Of course, we assume that school children probably have a clearer idea about the origins of Independence Day, but I’m not so sure. A niece of mine who just graduated high school told me that she took a course on the U.S. Constitution, but that the reading of the actual document was not done in class, but as a “take-home” assignment. So how then could adults be expected to gain a more genuine knowledge and love for our nation’s founding?

One way is to rent or watch the movie 1776, as I did Friday night on TCM. This film version of the wonderful Broadway musical provides viewers the rare opportunity to be entertained and enlightened at the same time. Although the 1972 movie pales in comparison to the stage version and suffers from the artificial artiness so prevalent then, it is nonetheless a treasure for lovers of American history.
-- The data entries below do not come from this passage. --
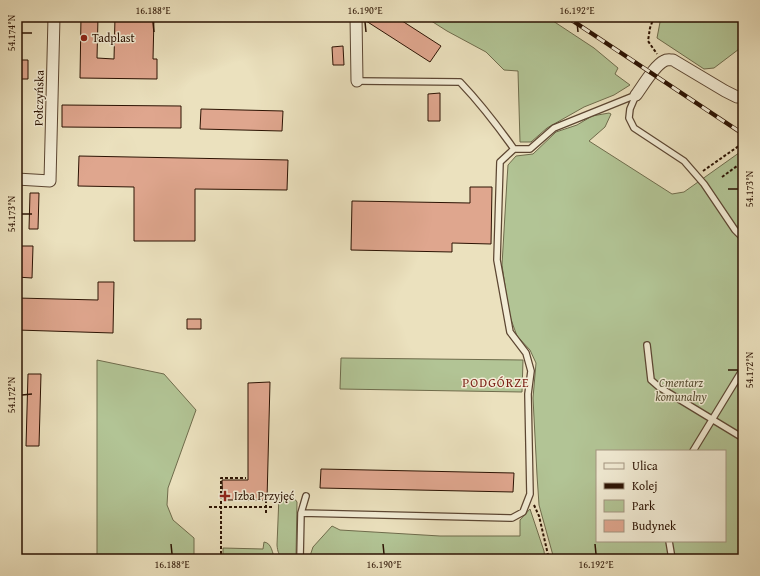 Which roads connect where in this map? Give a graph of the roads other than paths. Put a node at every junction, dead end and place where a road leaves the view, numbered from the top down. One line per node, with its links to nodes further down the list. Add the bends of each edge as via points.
1 (54, 17): 7 (street, Połczyńska, via 50,181)
2 (356, 17): 3 (street)
3 (357, 81): 6 (lane, via 460,82)
4 (636, 96): 5 (street, via 651,73 663,61 673,60 725,91); 6 (lane, via 554,128 530,149); 8 (lane, via 628,118 634,128 684,161)
5 (743, 97)
6 (514, 149): 15 (lane, via 500,162 497,260 510,332 526,353 531,371 528,394 530,494 523,512 512,518)
7 (17, 179)
8 (743, 238)
9 (647, 345): 11 (lane, via 651,380)
10 (743, 369): 11 (lane)
11 (713, 420): 12 (lane); 13 (lane)
12 (743, 438)
13 (694, 450)
14 (306, 496): 15 (lane)
15 (301, 513): 17 (lane)
16 (670, 542): 18 (lane)
17 (300, 559)
18 (672, 559)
Forget about HBO’s dreary miniseries, John Adams; if you want to see a living, breathing Atlas of Independence, William Daniels in 1776 is it.
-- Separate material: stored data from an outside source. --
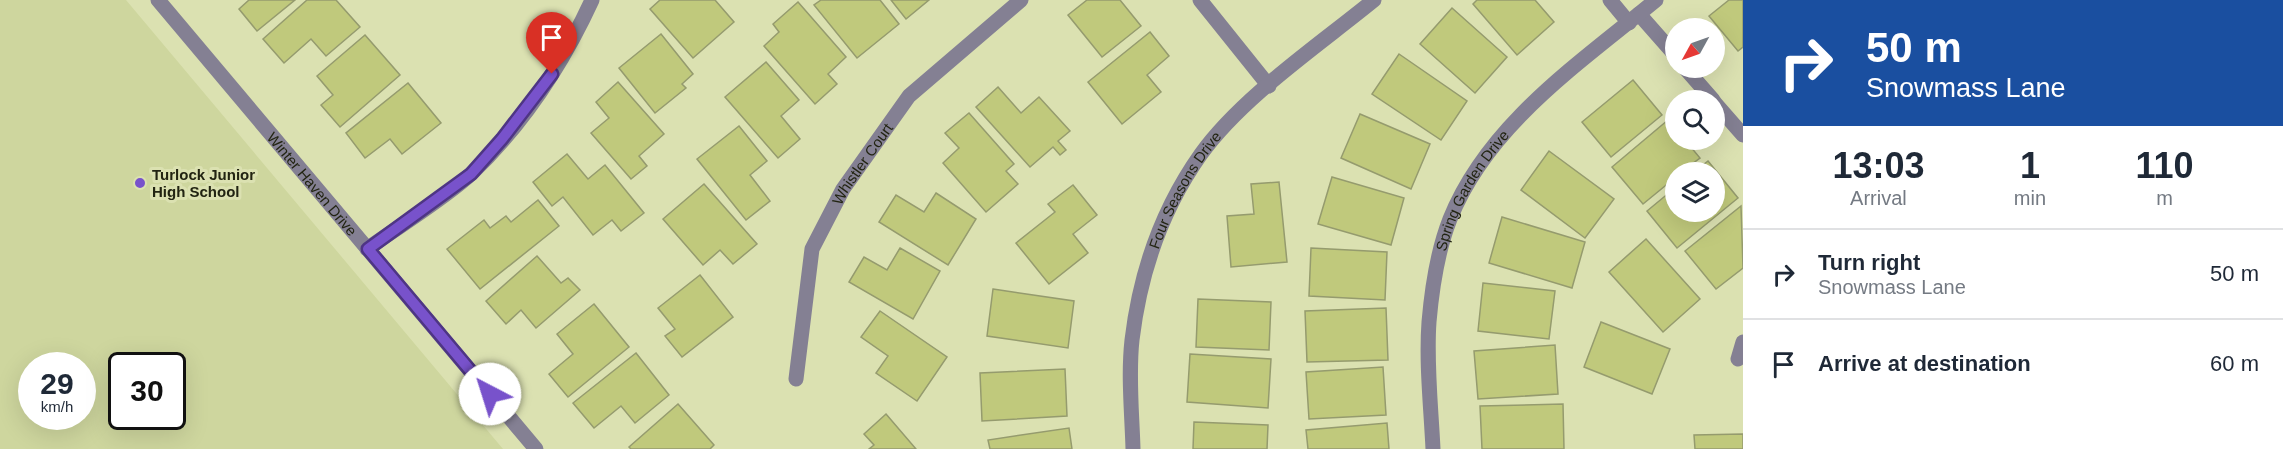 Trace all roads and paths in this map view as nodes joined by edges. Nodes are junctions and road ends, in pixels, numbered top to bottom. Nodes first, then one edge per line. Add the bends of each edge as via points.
1 (158, 0) edge
2 (592, 0) edge
3 (1021, 0) edge
4 (1200, 0) edge
5 (1374, 0) edge
6 (1610, 0) edge
7 (1655, 0) edge
8 (1634, 18) junction
9 (1665, 46) edge
10 (1694, 78) edge
11 (1269, 86) junction
12 (1704, 90) edge
13 (1725, 114) edge
14 (1743, 135) edge
15 (368, 249) junction
16 (1743, 342) edge
17 (1738, 359) dead end
18 (796, 379) dead end
19 (536, 449) edge
20 (1133, 449) edge
21 (1433, 449) edge

1 - 15 street, Winter Haven Drive
2 - 15 street via 552,74 471,174
3 - 18 street, Whistler Court via 909,96 843,189 812,249
4 - 11 street
5 - 11 street, Four Seasons Drive
6 - 8 street
7 - 8 street, Spring Garden Drive
8 - 9 street
8 - 21 street, Spring Garden Drive via 1516,119 1488,151 1450,220 1438,256 1429,325
10 - 12 street
11 - 20 street, Four Seasons Drive via 1202,153 1175,195 1153,243 1132,341
13 - 14 street
15 - 19 street, Winter Haven Drive
16 - 17 street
Long before John Adams was restored to his rightful place in the American pantheon by authors like David McCullough, he was cast as the lyrical leading man in the mind’s eye of a former high school history teacher turned songwriter, Sherman Edwards. Together with Peter Stone and a bit of literary license, Edwards produced a work that, if watched just once, imparts a pretty good working knowledge of the events leading up to the vote on American independence.

The more diligent viewer would be able to name the original 13 colonies and at least one of their principal representatives; achieve at least a basic understanding of the arguments for and against independence as well as the slave trade; name those on the Declaration committee; and have insight on the state of General George Washington’s Continental Army and even the weather that summer in “foul, fetid, fuming, foggy, filthy Philadelphia.” Not a bad haul for a few hours that might otherwise be devoted to the viewing of “I Survived a Japanese Game Show.”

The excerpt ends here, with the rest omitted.